Upon entrance to Underbelly’s dark, damp Big Belly, the audience are each handed a pair of wireless headphones. These are connected to a microphone onstage, shaped like the human head. As actor Jill Rutland speaks, her soft voice pans into left and right ears, in an initially unsettling and eventually immersive experience.

Thrown is visceral; Chris Dorhan’s eerie sound design combines with staging, spectral lighting and language – almost poetry – to create an other-worldly experience. The stage becomes a believable imagining of the human mind and consciousness, switching between this image of the psyche and the recollection of individual memories. It all makes for a thoroughly distinctive way of watching theatre, enhanced by, but not solely due to, experimentation with audio technology.

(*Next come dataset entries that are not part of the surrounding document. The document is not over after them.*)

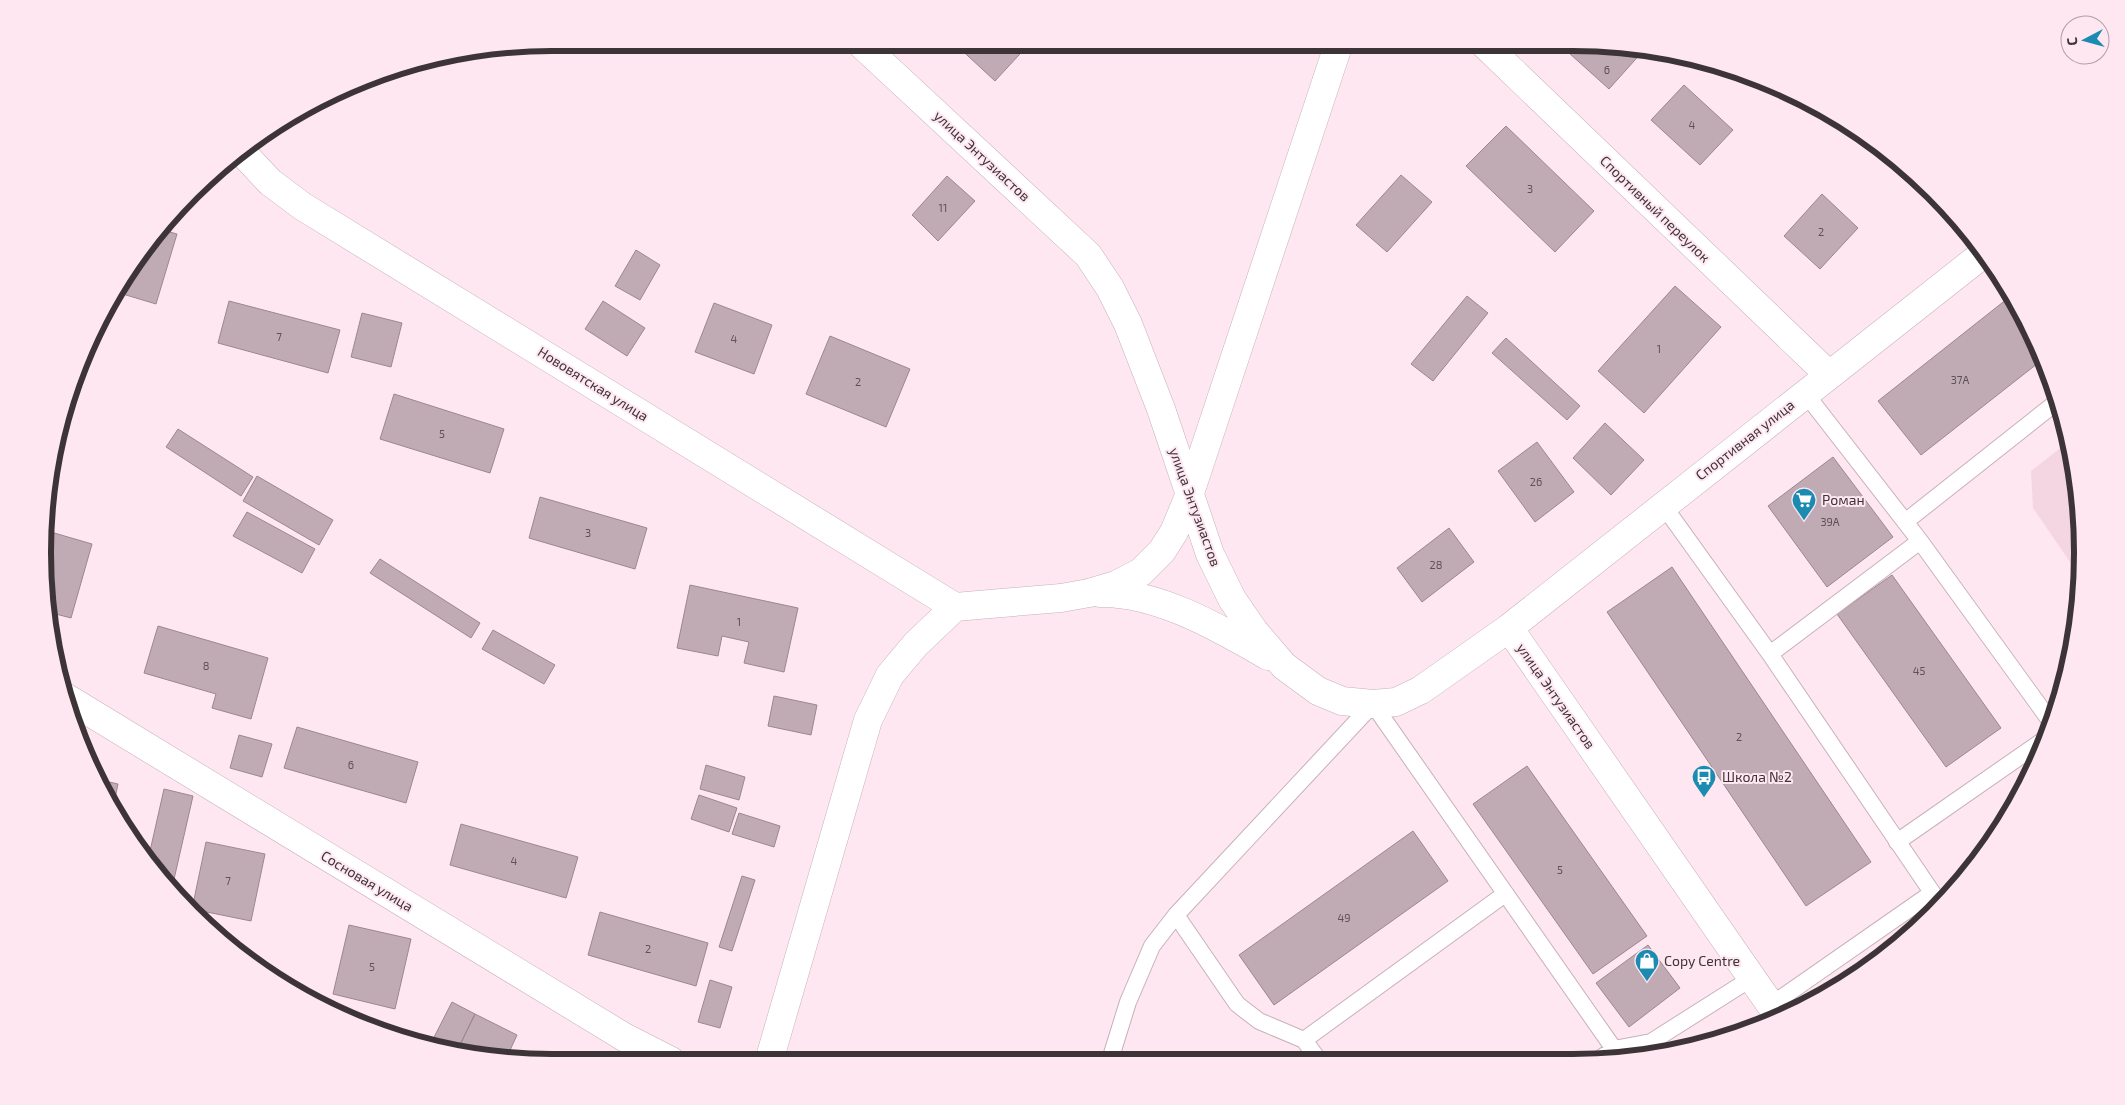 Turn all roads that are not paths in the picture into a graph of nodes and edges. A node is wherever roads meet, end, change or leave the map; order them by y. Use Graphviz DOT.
graph roads {
  1 [pos="869,51"];
  2 [pos="1336,51"];
  3 [pos="1490,51"];
  4 [pos="246,156"];
  5 [pos="1978,258"];
  6 [pos="1828,374"];
  7 [pos="1805,393"];
  8 [pos="2052,406"];
  9 [pos="1189,496"];
  10 [pos="1663,506"];
  11 [pos="1905,522"];
  12 [pos="1920,541"];
  13 [pos="1089,593"];
  14 [pos="955,607"];
  15 [pos="1509,628"];
  16 [pos="1770,654"];
  17 [pos="1284,666"];
  18 [pos="74,703"];
  19 [pos="1373,704"];
  20 [pos="2046,716"];
  21 [pos="2035,746"];
  22 [pos="1897,842"];
  23 [pos="1505,894"];
  24 [pos="1935,898"];
  25 [pos="1931,902"];
  26 [pos="1176,915"];
  27 [pos="1752,978"];
  28 [pos="1775,1011"];
  29 [pos="1304,1040"];
  30 [pos="1617,1052"];
  31 [pos="1607,1053"];
  32 [pos="658,1054"];
  33 [pos="771,1054"];
  34 [pos="1112,1054"];
  35 [pos="1314,1054"];
  1 -- 9 [label="street, улица Энтузиастов"];
  2 -- 9 [label="street"];
  3 -- 6 [label="street, Спортивный переулок"];
  4 -- 14 [label="street, Нововятская улица"];
  5 -- 6 [label="street, Спортивная улица"];
  6 -- 7 [label="street, Спортивная улица"];
  7 -- 10 [label="street, Спортивная улица"];
  7 -- 11 [label="lane"];
  8 -- 11 [label="lane"];
  9 -- 13 [label="street"];
  9 -- 17 [label="street, улица Энтузиастов"];
  10 -- 15 [label="street, Спортивная улица"];
  10 -- 16 [label="lane"];
  11 -- 12 [label="lane"];
  12 -- 16 [label="lane"];
  12 -- 20 [label="lane"];
  13 -- 14 [label="street"];
  13 -- 17 [label="street"];
  14 -- 33 [label="street"];
  15 -- 19 [label="street, улица Энтузиастов"];
  15 -- 27 [label="street, улица Энтузиастов"];
  16 -- 22 [label="lane"];
  17 -- 19 [label="street, улица Энтузиастов"];
  18 -- 32 [label="street, Сосновая улица"];
  19 -- 23 [label="lane"];
  19 -- 26 [label="lane"];
  21 -- 22 [label="lane"];
  22 -- 24 [label="lane"];
  23 -- 29 [label="lane"];
  23 -- 31 [label="lane"];
  25 -- 28 [label="lane"];
  26 -- 29 [label="lane"];
  26 -- 34 [label="lane"];
  27 -- 28 [label="street, улица Энтузиастов"];
  27 -- 30 [label="lane"];
  29 -- 35 [label="lane"];
}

From watching death to wearing high-heels, Rutland describes the moments when a child is thrown into adulthood, pasting together the individual coming-of-age memories of many women. These singular recollections are weaved around a current narrative, as child psychologist Dr Constance Ellis records her memories before she loses them. She speaks of ‘I’, then ‘we’; to her past, present and future selves; to the audience; and to unnamed characters, adopting the personae of the protagonists of these collected memories in a tour de force of acting.

Yet without a clear through-line, these vignettes are hard to follow and understand, and the sense and beauty of them is somewhat lost while the audience tries to piece them together. Thrown also seemed to lack depth and a wider sense of meaning. Its fantastic use of sound, phenomenal acting and interesting collected testimony are let down by this apparent lack of message – the play could have used a better awareness of its intention, or at least a clearer translation of it.

Perhaps it would feel more finished if it explored the theme of memory further – even looking into the unreliability of it, or the link between adult development and these childhood events. Though the total effect of Thrown was like no other piece of theatre I’ve seen before, the concept and idea could have gone further.

That being said, Thrown was a highly interesting piece of theatre to watch, with its separate elements coming together harmoniously. For a show that self-proclaims that it is heard, rather than watched, Thrown was both a visual and an audio unique experience, and one that I will never forget.